Nine Hours, Nine Persons, Nine Doors (999 for short) is a visual novel/adventure game first released for the Nintendo DS way back in 2009. It enjoyed enough success to spawn two sequels, and has been ported to numerous platforms: the 3DS and the Vita, and in 2016 to the PlayStation 4, when it was bundled with its sequel, Virtue’s Last Reward, in a package titled Zero Escape: The Nonary Games.
It’s perhaps fitting that 999 has such a complicated naming and release history, as the game boasts one of the most unusual and distinctive narrative structures I’ve ever encountered. The player experiences the game from the point of view of Junpei, a young man who has been kidnapped and inserted into a sadistic game on a sinking cruise liner by a mysterious, masked individual known only as “Zero”. Along with a group of eight other people, Junpei must complete a series of puzzles to escape from the ship before it sinks. It’s a scenario that owes something to the Saw franchise; and even if this isn’t a horror game, it has a decidely dark tone, and there’s some disturbing content (though what violence there is largely takes place off-screen).
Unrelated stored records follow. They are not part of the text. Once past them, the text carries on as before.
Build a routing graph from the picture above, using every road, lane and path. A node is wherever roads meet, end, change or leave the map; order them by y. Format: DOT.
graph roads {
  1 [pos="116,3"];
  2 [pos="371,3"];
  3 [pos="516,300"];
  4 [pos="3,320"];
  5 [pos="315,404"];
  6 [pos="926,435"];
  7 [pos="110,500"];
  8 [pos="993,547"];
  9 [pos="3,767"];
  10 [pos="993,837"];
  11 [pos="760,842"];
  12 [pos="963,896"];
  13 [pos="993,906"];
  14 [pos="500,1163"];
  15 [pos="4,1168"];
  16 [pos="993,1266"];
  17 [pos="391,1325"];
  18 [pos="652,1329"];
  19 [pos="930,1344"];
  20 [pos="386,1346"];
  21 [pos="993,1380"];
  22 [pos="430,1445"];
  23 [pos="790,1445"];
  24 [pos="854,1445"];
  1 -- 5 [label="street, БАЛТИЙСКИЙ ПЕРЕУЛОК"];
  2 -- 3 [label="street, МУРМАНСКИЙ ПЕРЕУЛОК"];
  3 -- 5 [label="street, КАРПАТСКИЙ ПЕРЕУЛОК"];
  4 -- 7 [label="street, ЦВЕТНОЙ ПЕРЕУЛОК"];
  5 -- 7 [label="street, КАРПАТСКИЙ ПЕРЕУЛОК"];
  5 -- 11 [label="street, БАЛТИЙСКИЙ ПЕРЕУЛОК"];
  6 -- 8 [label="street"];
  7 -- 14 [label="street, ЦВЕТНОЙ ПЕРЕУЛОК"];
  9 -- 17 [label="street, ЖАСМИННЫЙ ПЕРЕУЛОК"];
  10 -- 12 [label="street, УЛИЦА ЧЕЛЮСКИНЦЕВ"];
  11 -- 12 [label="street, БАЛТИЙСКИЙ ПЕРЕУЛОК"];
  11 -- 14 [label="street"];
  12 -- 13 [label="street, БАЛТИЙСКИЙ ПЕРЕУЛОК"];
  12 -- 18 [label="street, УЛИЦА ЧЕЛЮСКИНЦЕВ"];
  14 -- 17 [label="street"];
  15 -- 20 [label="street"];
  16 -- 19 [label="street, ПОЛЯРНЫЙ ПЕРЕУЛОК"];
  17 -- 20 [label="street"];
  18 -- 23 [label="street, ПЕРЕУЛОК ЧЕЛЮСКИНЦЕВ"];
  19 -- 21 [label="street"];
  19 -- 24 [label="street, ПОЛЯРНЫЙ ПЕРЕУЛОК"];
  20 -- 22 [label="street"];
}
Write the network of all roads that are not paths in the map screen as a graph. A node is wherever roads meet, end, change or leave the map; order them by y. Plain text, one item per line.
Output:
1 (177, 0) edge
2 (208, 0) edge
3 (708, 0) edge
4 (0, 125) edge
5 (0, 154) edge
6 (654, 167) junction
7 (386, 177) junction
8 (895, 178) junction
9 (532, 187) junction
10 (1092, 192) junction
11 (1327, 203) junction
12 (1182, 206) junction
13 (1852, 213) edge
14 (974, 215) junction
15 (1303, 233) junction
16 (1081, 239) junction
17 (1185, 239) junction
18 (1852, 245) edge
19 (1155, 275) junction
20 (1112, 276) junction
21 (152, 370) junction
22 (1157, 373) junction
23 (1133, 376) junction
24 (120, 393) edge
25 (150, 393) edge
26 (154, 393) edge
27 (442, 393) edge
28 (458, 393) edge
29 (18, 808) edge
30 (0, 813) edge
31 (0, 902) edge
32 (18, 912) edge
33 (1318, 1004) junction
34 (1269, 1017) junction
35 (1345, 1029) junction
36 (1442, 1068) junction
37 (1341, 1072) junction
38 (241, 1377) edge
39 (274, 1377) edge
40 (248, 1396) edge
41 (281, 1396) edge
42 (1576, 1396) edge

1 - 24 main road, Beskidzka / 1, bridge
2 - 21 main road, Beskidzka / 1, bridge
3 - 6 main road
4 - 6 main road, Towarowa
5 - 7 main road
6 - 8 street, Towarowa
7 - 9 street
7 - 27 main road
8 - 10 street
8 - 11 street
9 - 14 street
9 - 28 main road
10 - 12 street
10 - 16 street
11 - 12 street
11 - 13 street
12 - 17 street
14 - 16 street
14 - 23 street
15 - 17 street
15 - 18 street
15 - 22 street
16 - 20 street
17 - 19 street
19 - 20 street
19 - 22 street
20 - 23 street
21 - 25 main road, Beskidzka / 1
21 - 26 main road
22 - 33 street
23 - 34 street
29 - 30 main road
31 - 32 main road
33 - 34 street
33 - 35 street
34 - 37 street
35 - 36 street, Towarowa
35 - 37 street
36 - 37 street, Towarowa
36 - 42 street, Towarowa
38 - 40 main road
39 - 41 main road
The puzzles are each framed as individual “escape rooms”, and provide the main opportunity for the player to interact with the game world: even then, your options are limited to pointing, clicking, and superficial examination of objects. Apart from these “gameplay” sequences, and a few narrative branches where you’re called upon to make a decision, 999 consists entirely of pressing the X button to scroll through text. I remember at least one half-hour session where I did nothing more demanding than press the X button. It’s not exactly Bloodborne.
It’s a good job, then, that the story is compelling enough to keep your interest. The motley and rather unlikely band of characters are forced to co-operate to solve Zero’s puzzles in order to survive. In the course of doing so, they gradually uncover what the hell is going on, and why Zero put the sadistic game together in the first place. While some of the plot twists are telegraphed in advance, I was consistently surprised at the complexity of the story and how carefully it was put together.
I was sceptical about 999 at first: partly due to the limited nature of the gameplay; and partly due to the underwhelming production values. This is a game that started life on a handheld almost ten years ago, after all, and although it’s been spruced up for this PS4 iteration, the backgrounds and environments are still decidedly basic. But 999 gradually won me over. The character drawings are large, bold, and colourful, successfully conveying personality and emotion. Moreover, almost the entire script is fully voice-acted, featuring a number of fairly well-known JRPG and anime voice actors like Wendee Lee. I do think the voice acting adds something, particularly when playing the game on a TV rather than a handheld: it makes it feel like a more fleshed-out experience. That said, while the story and characterization is generally good, the localization of the script is uneven. It’s especially grating, for instance, once you notice how often the characters say “What the hell?”, a phrase which must recur hundreds of times during the game.
Many of the puzzles revolve around the number nine, which is the game’s leitmotif. It’s invoked in all manner of ways: some are obvious, but some are ingenious examples of fridge brilliance. It’s rare, but refreshing, to see mathematics deployed so naturally and pivotally in a game’s story. The maths-based puzzles are consistently engaging, and only occasionally frustrating. It can even be tempting to consider the ramifications of the game’s numerology when you’re not playing: certain plot twists can actually be predicted if you study the numbers closely enough. But it’s not just maths: 999 invokes literary, historical, and metaphysical themes throughout, and the end result is an unusually sophisticated and thought-provoking video game.
Initially, I found 999’s use of metaphysical speculation to be somewhat irritating, particularly given the script’s procilivity for pop psychology and conspiracy theories. However, in an example of the aforementioned fridge brilliance, it eventually becomes clear that 999’s very narrative structure evokes the metaphysical subjects discussed by the characters. 999 is somewhat unusual in that it requires multiple playthroughs to get the “correct” ending. This might sound annoying – and I was displeased when I completed the game for the first time only to be greeted with a “To be continued” screen – but, if you give it a chance, it all makes sense in the end.
I also liked the fact that there was a genuine incentive to replay the game, beyond the pointless acquisition of knick-knacks. Here, re-playing scenarios (and making different decisions) is an integral part of the experience, and the consequences really could not be much more significant. This kind of approach would not suit every game, but 999 should be recognized for experimenting with narrative form in a way that relates meaningfully both to the medium and to its subject matter. That said, I’m glad the PS4 version allows you to skip to any part of the game’s branching narrative during subsequent playthroughs: the original DS game made you start at the beginning each time, which is something I certainly would not have been prepared to do.
999 is the first visual novel I’ve played, and it’s a good advertisement for the genre. Anyone remotely interested in the format should check this out. While first impressions might be underwhelming, if you stick with it then you’ll be rewarded with an unusually thoughtful experience, and a moving and memorable story.